[Stored items]
'''

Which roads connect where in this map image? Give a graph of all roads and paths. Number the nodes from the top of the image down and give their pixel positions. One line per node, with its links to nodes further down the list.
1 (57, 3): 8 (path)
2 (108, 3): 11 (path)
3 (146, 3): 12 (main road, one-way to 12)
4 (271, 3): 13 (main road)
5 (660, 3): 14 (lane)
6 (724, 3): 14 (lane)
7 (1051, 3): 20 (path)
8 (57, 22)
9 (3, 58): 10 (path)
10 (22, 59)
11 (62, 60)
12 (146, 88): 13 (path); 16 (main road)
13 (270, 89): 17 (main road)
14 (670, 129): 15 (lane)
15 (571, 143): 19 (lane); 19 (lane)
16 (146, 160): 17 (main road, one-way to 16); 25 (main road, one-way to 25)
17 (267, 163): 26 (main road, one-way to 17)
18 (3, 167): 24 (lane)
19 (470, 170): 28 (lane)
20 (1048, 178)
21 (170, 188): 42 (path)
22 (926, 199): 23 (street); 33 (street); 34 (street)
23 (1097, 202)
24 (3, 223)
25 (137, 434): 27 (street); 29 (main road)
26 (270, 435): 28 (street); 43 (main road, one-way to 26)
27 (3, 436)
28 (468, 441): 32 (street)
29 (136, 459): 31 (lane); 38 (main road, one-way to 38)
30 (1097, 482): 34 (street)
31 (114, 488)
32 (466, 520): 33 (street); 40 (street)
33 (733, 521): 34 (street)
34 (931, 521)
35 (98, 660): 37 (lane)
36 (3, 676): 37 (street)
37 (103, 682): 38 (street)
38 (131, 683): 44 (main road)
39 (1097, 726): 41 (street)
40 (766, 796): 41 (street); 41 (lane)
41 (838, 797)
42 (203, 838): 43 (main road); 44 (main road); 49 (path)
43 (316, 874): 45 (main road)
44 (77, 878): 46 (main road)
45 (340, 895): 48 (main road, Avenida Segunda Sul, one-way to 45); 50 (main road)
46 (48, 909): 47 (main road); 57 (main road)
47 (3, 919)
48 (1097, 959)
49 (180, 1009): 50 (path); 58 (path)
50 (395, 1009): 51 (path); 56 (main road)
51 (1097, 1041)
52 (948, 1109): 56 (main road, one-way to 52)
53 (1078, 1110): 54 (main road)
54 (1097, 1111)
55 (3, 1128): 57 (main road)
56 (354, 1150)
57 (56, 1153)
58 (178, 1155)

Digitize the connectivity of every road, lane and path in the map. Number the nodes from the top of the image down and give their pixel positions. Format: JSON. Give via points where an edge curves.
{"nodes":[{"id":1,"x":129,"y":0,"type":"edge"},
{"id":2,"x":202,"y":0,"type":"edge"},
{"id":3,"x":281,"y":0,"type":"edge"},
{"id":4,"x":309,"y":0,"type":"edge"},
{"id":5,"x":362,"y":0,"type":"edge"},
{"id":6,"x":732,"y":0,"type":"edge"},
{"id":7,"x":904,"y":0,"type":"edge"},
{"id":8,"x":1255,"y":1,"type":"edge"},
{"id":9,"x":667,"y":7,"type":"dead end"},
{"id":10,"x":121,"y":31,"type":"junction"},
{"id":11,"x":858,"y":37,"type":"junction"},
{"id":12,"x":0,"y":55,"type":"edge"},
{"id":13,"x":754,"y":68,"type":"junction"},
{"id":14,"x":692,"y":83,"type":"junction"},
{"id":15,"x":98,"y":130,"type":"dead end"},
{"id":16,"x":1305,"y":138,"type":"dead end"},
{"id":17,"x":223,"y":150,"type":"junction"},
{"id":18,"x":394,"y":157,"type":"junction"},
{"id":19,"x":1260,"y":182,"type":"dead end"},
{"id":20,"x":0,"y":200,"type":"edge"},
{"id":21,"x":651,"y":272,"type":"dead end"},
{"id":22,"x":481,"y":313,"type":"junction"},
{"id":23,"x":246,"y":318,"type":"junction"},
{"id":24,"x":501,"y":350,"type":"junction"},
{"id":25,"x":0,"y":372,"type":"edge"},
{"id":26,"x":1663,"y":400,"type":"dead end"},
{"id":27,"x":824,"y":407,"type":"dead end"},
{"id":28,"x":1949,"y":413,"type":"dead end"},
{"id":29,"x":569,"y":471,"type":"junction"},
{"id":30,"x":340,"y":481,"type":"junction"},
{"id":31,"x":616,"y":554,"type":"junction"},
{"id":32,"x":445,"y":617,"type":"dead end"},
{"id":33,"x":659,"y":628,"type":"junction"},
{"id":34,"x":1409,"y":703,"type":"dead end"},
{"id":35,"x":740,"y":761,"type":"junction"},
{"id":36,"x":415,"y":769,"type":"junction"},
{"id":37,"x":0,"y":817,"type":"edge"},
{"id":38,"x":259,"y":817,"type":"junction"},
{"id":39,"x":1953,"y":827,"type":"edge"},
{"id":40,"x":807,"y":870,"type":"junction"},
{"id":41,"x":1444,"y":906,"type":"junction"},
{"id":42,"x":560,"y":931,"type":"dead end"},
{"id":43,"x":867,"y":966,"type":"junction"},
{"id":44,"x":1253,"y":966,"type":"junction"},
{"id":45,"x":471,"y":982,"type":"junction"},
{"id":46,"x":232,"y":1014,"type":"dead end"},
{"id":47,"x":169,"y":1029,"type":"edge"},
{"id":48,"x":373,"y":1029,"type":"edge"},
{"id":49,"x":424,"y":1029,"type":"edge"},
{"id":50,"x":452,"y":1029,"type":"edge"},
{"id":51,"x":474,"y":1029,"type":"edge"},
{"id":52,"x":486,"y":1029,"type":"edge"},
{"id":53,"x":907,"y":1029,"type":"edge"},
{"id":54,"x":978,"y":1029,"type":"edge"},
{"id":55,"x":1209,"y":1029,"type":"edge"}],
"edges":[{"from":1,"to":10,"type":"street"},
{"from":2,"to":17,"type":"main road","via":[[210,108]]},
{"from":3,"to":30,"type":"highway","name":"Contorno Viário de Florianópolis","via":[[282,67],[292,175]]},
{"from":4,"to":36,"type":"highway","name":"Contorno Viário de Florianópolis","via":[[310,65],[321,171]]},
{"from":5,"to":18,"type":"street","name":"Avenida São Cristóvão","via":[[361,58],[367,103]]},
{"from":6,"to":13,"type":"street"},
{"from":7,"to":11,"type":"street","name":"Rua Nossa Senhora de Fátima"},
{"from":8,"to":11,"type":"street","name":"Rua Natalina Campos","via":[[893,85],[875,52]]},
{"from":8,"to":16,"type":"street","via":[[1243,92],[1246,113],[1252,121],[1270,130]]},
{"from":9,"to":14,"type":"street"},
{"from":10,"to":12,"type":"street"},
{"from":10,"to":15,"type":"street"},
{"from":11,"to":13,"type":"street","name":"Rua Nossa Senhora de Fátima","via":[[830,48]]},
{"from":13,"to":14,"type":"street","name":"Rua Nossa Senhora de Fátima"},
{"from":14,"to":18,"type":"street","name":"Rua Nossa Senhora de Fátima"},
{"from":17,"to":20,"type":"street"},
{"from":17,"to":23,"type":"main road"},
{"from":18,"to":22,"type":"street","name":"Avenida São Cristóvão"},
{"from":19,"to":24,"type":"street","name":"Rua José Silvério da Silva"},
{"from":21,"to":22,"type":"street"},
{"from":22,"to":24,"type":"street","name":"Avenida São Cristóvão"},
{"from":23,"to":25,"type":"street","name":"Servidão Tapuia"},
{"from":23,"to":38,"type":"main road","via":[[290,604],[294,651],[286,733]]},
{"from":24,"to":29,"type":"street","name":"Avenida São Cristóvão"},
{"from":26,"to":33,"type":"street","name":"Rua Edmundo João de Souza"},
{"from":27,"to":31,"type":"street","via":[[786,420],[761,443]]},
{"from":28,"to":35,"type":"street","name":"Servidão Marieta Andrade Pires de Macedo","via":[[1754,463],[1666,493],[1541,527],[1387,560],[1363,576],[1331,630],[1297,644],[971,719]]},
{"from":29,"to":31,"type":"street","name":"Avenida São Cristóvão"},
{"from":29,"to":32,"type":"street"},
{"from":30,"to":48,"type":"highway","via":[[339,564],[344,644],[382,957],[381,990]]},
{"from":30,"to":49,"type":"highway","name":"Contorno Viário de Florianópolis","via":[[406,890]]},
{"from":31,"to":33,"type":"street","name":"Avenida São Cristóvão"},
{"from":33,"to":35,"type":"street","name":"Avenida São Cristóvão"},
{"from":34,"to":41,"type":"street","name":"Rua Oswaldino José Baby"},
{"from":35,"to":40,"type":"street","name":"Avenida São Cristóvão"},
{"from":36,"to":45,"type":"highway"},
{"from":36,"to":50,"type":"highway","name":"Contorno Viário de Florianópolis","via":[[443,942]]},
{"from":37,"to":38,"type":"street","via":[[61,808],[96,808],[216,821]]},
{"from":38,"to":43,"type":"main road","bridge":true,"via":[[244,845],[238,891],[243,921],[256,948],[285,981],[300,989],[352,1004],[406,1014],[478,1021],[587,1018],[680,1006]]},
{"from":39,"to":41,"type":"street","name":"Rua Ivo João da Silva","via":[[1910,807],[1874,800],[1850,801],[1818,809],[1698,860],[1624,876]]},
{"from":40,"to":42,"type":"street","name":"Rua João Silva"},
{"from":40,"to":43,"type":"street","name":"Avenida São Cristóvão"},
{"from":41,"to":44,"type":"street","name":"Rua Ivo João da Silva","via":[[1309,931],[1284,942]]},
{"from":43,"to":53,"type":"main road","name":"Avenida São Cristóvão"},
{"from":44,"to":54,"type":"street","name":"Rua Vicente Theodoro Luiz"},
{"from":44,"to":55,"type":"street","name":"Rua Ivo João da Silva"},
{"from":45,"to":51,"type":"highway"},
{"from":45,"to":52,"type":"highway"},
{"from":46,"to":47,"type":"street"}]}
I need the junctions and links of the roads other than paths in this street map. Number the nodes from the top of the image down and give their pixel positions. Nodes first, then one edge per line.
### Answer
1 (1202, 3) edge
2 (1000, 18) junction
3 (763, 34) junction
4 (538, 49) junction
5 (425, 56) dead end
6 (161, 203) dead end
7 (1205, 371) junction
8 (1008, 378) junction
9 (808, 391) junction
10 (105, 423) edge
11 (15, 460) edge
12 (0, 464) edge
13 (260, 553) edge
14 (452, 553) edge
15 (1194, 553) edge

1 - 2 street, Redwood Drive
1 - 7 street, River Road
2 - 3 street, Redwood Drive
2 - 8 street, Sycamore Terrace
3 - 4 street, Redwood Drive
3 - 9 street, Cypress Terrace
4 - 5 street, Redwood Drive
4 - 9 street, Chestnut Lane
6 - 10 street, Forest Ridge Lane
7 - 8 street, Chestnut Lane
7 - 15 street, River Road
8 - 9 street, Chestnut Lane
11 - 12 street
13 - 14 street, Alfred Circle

'''

== Problem ==
From the records above, copy each line that contains the word "Contorno".

== Exercise output ==
{"from":3,"to":30,"type":"highway","name":"Contorno Viário de Florianópolis","via":[[282,67],[292,175]]},
{"from":4,"to":36,"type":"highway","name":"Contorno Viário de Florianópolis","via":[[310,65],[321,171]]},
{"from":30,"to":49,"type":"highway","name":"Contorno Viário de Florianópolis","via":[[406,890]]},
{"from":36,"to":50,"type":"highway","name":"Contorno Viário de Florianópolis","via":[[443,942]]},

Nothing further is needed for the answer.